Pierre Bourdieu’s analysis of the world of French academia doubles as a rigorous sociological study of sociology itself.  It can also be seen as a sociology of intellectuals (Wacquant 1989, 4-5), as Bourdieu deals with the human aspects of the inner-workings of academia.  At first glimpse it may seem that an irony lies in Bourdieu’s Homo Academicus.  This irony is mainly due to the fact that a prominent sociologist would even aspire to write such a brutal critique of not only the field of sociology but also its place within academia, the students who choose to study it, and the people who get jobs teaching it.  Indeed, in an interview with Loic Wacquant, Bourdieu admits to having written things that were even harsher, which he eventually threw out for fear of creating room for a regression within the field of sociology toward an even more negative purpose (1989: 4).  Further, in Douglas Fischer’s review of the text he argues that Bourdieu’s criticisms of academia come from a place very close to his heart, as he himself was from a humble background and felt he owed his education and subsequent successes as a teacher to the very system he is criticising in the book (1990: 581-591).  Thus, it can safely be said that Bourdieu’s motives for engaging in such a project were noble.   Bourdieu is concerned with sociology’s objectification of others based on “self-interested vision of the social world” (Wacquant 1989: 4) through the façade of scientific study.  His arguments that are often so deeply critical of the new arts disciplines hone in on sociology, but are of course reflective of the state of anthropology as a discipline as well.
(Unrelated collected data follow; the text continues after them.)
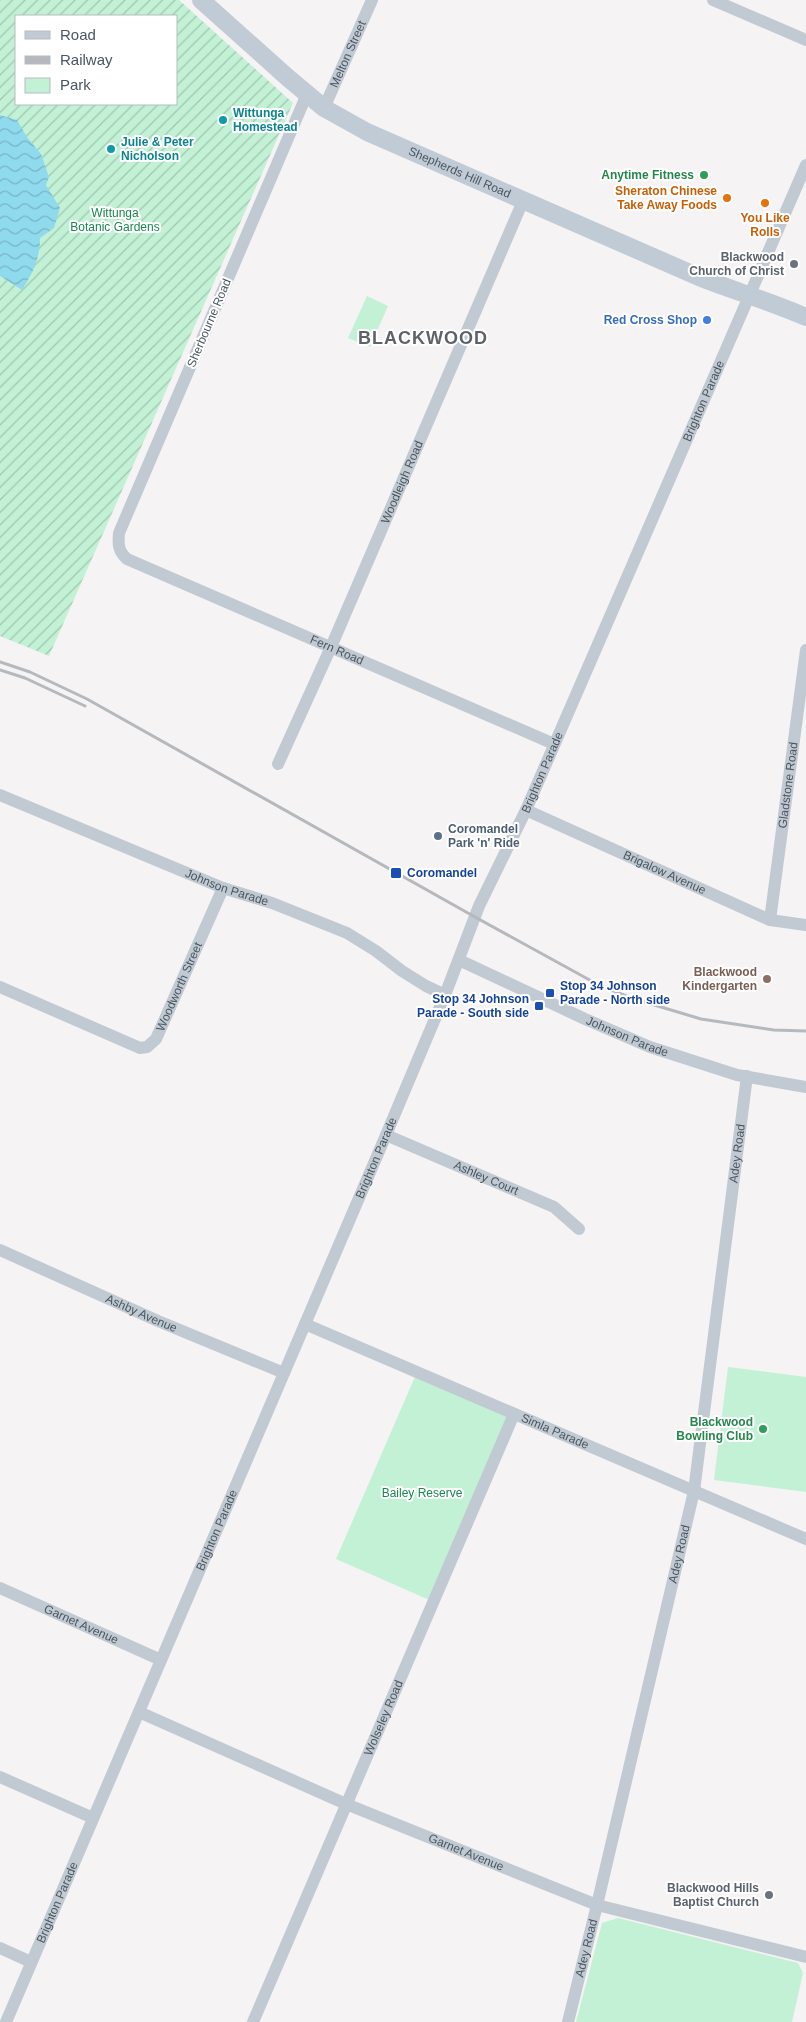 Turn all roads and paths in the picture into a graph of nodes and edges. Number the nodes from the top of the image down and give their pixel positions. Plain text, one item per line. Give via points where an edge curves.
1 (201, 0) edge
2 (372, 0) edge
3 (713, 0) edge
4 (806, 40) edge
5 (307, 94) junction
6 (324, 108) junction
7 (806, 165) edge
8 (522, 201) junction
9 (749, 296) junction
10 (806, 317) edge
11 (806, 327) edge
12 (121, 553) joint
13 (331, 648) junction
14 (806, 650) edge
15 (554, 744) junction
16 (278, 764) dead end
17 (0, 795) edge
18 (526, 810) junction
19 (223, 888) junction
20 (770, 920) junction
21 (806, 925) edge
22 (459, 960) junction
23 (0, 987) edge
24 (445, 995) junction
25 (747, 1076) junction
26 (806, 1087) edge
27 (386, 1135) junction
28 (579, 1229) dead end
29 (0, 1250) edge
30 (305, 1324) junction
31 (284, 1373) junction
32 (514, 1414) junction
33 (694, 1491) junction
34 (806, 1540) edge
35 (0, 1588) edge
36 (161, 1660) junction
37 (139, 1712) junction
38 (0, 1777) edge
39 (346, 1804) junction
40 (93, 1818) junction
41 (598, 1905) junction
42 (0, 1948) edge
43 (806, 1957) edge
44 (32, 1962) junction
45 (6, 2022) edge
46 (253, 2022) edge
47 (568, 2022) edge

1 - 5 main road, Shepherds Hill Road
2 - 6 street, Melton Street
3 - 4 street
5 - 6 main road, Shepherds Hill Road
5 - 12 street, Sherbourne Road via 119,533
6 - 8 main road, Shepherds Hill Road via 367,132
7 - 9 street, Brighton Parade
8 - 9 main road, Shepherds Hill Road
8 - 13 street, Woodleigh Road
9 - 10 main road, Shepherds Hill Road
9 - 11 main road, Shepherds Hill Road via 765,309
9 - 15 street, Brighton Parade
12 - 13 street, Fern Road via 127,560
13 - 15 street, Fern Road
13 - 16 street, Woodleigh Road
14 - 20 street, Gladstone Road
15 - 18 street, Brighton Parade
17 - 19 street, Johnson Parade
18 - 20 street, Brigalow Avenue
18 - 22 street, Brighton Parade via 479,906
19 - 23 street, Woodworth Street via 156,1039 147,1047 140,1048
19 - 24 street, Johnson Parade via 272,903 346,933 402,972
20 - 21 street, Brigalow Avenue
22 - 24 street, Brighton Parade
22 - 25 street, Johnson Parade via 650,1047
24 - 27 street, Brighton Parade
25 - 26 street, Johnson Parade
25 - 33 street, Adey Road
27 - 28 street, Ashley Court via 554,1207
27 - 30 street, Brighton Parade
29 - 31 street, Ashby Avenue
30 - 31 street, Brighton Parade
30 - 32 street, Simla Parade
31 - 36 street, Brighton Parade
32 - 33 street, Simla Parade
32 - 39 street, Wolseley Road
33 - 34 street, Simla Parade
33 - 41 street, Adey Road
35 - 36 street, Garnet Avenue
36 - 37 street, Brighton Parade
37 - 39 street, Garnet Avenue
37 - 40 street, Brighton Parade
38 - 40 street
39 - 41 street, Garnet Avenue
39 - 46 street, Wolseley Road
40 - 44 street, Brighton Parade
41 - 43 street, Garnet Avenue
41 - 47 street, Adey Road
42 - 44 street
44 - 45 street, Brighton Parade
However, regardless of Bourdieu’s purpose for writing such criticisms, as a student of anthropology they proved difficult to read for there are many times throughout the text where one can’t help but to begin to question what would be the point of studying in a field that is seemingly doomed to begin with.  Furthermore, Bourdieu is quite clear about the destiny of many of those who wish to teach sociology (of course this would apply to anthropology as well), when he says that they would inevitably be headed toward a “mutilated career” (173), while simultaneously being “liable to resentment” (170).  In reading this, it is difficult not to at least slightly resent Bourdieu himself for being so pessimistic about the state of academia.  Then again, perhaps his negativity regarding the academic institution serves well as a cautionary tale, and should be regarded as such instead of simply an act of extreme pessimism.  Although at time somewhat cynical, Bourdieu’s critique also manages to effectively capture the reality of the state of academia, not only important in France some thirty years ago when the book was written, but also pertinent to the state of academia in today’s North American institutions.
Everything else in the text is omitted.